▶ Task
Tally the lines in the data that follows that include the word "name", and report nothing but the total.

▶ Supplied data
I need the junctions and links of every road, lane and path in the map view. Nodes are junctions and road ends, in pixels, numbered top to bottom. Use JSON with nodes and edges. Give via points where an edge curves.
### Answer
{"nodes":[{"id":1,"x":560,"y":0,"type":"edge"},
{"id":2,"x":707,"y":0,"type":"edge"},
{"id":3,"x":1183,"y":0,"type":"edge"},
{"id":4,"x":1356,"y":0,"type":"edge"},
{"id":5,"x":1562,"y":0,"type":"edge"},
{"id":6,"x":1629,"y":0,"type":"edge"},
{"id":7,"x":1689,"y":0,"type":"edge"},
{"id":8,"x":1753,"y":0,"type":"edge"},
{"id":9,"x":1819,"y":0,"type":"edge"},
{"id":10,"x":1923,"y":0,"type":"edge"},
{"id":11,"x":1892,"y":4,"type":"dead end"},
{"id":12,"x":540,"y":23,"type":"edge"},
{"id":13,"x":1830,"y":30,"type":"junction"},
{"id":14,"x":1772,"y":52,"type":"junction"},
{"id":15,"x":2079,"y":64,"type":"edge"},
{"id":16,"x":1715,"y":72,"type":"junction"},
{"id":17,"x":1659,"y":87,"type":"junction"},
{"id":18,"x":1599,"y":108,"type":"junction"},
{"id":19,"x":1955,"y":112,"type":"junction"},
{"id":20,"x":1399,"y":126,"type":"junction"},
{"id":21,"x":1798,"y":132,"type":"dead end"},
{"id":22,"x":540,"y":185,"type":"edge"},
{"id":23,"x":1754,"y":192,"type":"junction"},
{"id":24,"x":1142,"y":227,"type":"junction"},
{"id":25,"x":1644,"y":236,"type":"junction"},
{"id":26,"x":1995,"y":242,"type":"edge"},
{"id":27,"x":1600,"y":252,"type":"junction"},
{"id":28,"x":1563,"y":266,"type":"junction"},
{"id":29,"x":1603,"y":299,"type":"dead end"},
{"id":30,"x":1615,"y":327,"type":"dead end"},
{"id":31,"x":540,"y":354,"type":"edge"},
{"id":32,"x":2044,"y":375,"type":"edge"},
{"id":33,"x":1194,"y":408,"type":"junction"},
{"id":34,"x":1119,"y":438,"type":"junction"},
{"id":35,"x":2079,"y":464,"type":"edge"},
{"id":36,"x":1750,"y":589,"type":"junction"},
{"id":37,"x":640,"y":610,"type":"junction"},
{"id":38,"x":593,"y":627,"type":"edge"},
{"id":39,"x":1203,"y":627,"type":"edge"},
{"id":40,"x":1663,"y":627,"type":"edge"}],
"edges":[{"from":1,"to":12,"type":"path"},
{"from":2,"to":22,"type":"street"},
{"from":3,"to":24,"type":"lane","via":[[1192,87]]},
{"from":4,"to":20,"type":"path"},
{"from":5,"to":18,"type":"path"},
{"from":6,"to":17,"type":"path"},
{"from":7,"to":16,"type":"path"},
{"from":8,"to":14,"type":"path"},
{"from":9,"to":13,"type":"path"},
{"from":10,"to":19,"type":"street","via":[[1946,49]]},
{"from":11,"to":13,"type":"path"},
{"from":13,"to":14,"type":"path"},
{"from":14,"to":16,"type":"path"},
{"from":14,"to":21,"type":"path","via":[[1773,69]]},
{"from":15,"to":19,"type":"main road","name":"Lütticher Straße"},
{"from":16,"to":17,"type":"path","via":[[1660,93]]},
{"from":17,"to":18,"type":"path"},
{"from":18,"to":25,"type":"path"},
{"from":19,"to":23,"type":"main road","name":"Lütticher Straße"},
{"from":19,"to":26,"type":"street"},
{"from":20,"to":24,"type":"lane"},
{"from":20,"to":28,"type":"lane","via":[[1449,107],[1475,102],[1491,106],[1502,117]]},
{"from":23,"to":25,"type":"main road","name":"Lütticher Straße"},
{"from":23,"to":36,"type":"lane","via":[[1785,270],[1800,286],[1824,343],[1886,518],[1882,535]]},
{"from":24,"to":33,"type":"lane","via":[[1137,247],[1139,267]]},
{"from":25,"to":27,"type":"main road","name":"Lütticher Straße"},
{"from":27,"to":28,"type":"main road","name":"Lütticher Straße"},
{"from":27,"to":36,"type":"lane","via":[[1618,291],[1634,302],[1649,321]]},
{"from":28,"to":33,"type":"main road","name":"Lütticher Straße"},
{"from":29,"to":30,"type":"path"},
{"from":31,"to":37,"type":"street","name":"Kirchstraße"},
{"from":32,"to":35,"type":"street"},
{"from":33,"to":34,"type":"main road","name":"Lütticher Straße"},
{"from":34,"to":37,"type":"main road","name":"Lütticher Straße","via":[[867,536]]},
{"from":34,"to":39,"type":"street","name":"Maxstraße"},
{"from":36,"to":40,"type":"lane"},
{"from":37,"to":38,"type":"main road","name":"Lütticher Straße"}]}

▶ Expected answer
11